= PROBLEM DESCRIPTION =
Locate every line in the material below that has the word "function". Copy each of those lines.

(SOURCE DATA Opens)

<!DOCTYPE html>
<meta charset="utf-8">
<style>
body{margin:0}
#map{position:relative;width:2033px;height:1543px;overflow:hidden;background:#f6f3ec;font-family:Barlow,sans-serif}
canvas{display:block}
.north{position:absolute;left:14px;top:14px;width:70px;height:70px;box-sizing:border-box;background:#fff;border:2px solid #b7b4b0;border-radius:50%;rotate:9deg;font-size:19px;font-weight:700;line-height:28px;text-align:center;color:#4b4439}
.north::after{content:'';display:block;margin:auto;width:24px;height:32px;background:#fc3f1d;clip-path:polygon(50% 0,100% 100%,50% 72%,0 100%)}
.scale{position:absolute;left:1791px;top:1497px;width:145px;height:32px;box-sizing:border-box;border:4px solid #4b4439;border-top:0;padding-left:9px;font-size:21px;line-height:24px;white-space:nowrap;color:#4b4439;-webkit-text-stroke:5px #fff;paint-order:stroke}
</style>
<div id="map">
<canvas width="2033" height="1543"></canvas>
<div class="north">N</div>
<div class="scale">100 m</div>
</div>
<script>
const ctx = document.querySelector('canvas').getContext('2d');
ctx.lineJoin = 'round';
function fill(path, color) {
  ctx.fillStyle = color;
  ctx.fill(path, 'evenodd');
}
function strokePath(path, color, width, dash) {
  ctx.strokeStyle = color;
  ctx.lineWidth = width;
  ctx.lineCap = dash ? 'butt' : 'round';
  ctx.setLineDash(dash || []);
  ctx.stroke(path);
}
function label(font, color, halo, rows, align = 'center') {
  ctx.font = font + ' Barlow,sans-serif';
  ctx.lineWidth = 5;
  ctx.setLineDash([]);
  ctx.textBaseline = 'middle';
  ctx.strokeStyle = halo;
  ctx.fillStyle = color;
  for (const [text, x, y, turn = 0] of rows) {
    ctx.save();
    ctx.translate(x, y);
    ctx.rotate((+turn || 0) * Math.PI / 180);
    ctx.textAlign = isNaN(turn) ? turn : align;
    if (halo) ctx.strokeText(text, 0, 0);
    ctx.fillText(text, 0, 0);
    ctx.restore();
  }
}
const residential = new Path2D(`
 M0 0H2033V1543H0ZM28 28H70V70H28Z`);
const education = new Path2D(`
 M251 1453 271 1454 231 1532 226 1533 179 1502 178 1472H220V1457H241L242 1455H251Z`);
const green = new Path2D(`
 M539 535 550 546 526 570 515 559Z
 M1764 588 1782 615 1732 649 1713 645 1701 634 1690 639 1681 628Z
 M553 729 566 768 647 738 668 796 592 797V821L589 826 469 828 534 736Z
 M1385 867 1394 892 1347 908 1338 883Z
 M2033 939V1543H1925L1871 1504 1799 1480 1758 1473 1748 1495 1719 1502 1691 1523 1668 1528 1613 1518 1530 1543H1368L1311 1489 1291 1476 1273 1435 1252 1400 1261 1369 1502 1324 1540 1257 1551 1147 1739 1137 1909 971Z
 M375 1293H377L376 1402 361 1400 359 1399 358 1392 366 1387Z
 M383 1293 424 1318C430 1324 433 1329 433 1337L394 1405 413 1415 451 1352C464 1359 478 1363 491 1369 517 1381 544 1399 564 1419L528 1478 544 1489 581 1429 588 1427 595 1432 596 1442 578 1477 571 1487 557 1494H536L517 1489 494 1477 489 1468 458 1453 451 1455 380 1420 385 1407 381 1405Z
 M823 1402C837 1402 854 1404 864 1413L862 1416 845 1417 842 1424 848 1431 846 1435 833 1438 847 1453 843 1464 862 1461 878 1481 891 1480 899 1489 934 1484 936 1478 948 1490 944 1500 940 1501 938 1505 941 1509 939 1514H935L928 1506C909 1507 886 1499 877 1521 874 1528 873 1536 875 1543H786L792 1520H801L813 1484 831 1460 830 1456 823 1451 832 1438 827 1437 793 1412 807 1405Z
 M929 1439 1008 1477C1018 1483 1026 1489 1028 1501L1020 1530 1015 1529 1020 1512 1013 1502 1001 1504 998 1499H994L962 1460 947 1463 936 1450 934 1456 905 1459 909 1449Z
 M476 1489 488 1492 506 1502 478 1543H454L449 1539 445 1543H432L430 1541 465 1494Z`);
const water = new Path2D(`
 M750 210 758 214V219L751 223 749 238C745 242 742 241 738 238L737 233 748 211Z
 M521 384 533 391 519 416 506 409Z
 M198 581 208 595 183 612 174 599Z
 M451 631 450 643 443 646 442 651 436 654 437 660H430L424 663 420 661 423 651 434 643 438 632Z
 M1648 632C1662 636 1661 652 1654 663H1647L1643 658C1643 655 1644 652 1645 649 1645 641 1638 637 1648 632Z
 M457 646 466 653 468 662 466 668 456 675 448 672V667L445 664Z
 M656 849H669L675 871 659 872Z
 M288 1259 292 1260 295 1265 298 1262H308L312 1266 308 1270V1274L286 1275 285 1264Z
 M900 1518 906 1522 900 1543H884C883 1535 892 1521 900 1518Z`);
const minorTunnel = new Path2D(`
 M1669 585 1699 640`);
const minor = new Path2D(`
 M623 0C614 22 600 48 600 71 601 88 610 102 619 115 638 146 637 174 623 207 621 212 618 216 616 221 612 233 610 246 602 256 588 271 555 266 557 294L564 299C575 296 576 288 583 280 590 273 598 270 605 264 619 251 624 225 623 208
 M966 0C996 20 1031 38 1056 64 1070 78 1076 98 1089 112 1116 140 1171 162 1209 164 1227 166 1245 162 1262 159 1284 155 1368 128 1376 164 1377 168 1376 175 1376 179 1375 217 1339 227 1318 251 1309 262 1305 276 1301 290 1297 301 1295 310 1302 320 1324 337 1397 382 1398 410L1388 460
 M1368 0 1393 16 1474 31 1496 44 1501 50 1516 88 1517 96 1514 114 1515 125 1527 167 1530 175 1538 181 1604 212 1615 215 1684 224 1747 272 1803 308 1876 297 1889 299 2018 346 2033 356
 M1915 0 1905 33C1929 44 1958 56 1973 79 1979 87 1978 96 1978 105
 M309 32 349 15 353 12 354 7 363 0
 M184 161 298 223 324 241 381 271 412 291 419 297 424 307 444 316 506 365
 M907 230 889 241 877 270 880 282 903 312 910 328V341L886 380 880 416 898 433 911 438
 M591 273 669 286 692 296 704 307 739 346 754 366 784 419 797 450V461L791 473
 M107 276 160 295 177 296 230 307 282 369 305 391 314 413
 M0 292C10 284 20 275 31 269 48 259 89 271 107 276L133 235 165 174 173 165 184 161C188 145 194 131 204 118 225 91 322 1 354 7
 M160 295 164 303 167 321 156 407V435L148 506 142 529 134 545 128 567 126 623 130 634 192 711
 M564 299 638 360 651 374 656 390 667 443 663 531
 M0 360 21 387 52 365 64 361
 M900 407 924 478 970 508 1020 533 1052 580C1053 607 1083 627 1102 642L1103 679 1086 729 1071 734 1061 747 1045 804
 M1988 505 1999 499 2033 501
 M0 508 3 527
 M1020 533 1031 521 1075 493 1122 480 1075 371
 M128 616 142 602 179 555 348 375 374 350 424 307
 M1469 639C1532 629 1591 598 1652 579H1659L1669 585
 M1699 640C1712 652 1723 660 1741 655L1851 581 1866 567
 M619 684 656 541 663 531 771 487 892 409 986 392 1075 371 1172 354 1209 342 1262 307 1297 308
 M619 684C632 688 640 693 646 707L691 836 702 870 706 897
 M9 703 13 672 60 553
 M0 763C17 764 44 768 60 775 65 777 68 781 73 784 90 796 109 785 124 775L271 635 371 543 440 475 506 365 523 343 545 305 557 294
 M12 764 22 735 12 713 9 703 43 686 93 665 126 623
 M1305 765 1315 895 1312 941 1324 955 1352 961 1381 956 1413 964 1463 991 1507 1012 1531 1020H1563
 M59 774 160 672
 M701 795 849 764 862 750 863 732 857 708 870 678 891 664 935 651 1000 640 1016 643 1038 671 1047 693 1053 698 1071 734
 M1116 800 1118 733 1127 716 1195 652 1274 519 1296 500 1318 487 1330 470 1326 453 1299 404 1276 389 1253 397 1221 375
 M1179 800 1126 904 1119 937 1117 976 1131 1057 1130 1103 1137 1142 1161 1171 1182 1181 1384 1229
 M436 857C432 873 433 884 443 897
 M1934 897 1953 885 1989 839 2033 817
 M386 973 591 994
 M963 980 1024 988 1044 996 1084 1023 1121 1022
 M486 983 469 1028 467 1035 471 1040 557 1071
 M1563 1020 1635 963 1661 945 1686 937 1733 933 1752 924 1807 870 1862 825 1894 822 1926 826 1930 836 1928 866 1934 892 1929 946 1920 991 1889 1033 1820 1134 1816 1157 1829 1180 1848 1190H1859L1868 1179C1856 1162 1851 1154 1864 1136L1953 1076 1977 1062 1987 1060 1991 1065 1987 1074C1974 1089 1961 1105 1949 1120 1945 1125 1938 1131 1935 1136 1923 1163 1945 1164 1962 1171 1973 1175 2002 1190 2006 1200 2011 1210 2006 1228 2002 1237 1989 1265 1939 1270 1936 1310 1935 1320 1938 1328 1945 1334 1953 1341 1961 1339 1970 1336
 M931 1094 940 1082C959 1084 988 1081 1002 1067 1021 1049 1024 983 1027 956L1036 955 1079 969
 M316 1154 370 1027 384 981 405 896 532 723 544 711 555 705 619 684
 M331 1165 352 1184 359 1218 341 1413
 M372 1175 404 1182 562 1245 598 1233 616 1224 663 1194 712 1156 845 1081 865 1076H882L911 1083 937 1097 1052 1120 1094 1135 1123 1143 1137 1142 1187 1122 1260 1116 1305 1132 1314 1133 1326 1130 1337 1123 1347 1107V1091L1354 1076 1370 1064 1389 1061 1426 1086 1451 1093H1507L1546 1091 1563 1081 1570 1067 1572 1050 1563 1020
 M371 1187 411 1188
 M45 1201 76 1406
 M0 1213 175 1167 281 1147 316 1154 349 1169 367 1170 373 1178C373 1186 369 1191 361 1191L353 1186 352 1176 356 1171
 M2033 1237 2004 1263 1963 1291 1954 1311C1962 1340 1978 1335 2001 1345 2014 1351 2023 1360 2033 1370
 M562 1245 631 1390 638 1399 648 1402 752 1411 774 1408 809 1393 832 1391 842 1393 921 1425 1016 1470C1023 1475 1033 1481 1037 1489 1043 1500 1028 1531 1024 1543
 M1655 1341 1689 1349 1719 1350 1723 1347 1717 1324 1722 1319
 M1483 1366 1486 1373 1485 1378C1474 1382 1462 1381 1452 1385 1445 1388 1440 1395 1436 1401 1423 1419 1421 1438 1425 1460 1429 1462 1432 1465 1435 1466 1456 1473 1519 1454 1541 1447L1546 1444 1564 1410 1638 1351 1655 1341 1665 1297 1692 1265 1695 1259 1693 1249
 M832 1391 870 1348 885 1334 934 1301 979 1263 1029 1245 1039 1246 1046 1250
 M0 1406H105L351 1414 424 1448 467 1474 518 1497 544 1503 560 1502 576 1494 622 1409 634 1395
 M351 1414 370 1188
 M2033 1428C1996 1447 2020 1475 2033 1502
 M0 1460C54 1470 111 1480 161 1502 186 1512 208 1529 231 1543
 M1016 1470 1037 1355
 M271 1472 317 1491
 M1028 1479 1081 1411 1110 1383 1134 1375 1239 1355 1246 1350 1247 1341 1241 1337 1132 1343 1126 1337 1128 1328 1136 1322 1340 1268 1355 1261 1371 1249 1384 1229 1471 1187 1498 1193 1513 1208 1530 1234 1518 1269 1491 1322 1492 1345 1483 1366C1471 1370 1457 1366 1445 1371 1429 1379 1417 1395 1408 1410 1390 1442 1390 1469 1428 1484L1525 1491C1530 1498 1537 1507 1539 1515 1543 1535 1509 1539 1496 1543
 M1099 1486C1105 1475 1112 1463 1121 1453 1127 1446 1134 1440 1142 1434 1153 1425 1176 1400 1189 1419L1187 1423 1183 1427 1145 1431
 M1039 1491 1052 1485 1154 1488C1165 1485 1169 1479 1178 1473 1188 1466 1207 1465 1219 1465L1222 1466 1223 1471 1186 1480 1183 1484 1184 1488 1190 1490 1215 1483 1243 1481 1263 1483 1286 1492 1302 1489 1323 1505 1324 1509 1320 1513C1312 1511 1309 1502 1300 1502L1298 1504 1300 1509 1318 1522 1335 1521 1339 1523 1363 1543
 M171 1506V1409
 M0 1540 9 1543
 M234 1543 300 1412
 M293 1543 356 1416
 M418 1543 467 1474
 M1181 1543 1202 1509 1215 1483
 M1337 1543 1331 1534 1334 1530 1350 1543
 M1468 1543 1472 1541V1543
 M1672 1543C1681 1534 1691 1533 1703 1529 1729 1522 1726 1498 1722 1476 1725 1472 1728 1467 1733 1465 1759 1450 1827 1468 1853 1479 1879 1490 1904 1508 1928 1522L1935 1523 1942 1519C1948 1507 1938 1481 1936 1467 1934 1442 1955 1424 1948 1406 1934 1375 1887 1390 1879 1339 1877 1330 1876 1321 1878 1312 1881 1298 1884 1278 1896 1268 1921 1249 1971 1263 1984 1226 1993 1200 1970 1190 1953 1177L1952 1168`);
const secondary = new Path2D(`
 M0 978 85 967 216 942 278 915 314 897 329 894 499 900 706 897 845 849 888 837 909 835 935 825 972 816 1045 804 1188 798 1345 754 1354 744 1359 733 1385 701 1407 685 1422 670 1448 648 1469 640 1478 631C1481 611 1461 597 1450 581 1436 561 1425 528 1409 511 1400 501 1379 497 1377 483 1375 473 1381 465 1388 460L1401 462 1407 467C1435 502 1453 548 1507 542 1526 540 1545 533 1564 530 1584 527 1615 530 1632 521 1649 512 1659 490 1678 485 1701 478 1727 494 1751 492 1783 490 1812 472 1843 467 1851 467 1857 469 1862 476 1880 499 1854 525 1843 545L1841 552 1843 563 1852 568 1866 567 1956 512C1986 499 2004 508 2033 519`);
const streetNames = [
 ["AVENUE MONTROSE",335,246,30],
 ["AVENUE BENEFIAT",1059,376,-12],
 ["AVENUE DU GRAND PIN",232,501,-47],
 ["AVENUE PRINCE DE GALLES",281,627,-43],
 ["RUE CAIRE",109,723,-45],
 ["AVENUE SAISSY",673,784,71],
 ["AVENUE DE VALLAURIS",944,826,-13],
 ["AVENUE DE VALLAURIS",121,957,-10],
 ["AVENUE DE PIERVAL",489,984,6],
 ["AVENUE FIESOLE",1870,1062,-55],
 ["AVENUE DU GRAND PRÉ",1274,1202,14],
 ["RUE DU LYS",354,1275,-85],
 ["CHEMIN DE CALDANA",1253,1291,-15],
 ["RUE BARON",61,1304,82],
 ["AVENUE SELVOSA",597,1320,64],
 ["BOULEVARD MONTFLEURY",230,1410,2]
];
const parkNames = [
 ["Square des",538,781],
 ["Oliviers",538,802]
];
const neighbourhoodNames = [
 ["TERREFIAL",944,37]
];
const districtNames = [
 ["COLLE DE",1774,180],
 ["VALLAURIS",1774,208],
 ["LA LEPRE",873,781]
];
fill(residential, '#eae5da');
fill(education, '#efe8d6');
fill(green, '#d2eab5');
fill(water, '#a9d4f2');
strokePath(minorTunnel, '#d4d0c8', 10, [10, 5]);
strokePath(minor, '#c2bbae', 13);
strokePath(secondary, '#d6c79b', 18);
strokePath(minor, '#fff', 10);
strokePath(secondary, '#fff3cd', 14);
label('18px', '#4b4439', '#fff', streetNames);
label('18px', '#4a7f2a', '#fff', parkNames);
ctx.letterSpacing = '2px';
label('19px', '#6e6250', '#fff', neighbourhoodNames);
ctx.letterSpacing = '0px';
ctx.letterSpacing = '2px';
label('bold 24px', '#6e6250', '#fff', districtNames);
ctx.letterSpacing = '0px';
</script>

(SOURCE DATA Closes)

= SOLUTION BELOW =
function fill(path, color) {
function strokePath(path, color, width, dash) {
function label(font, color, halo, rows, align = 'center') {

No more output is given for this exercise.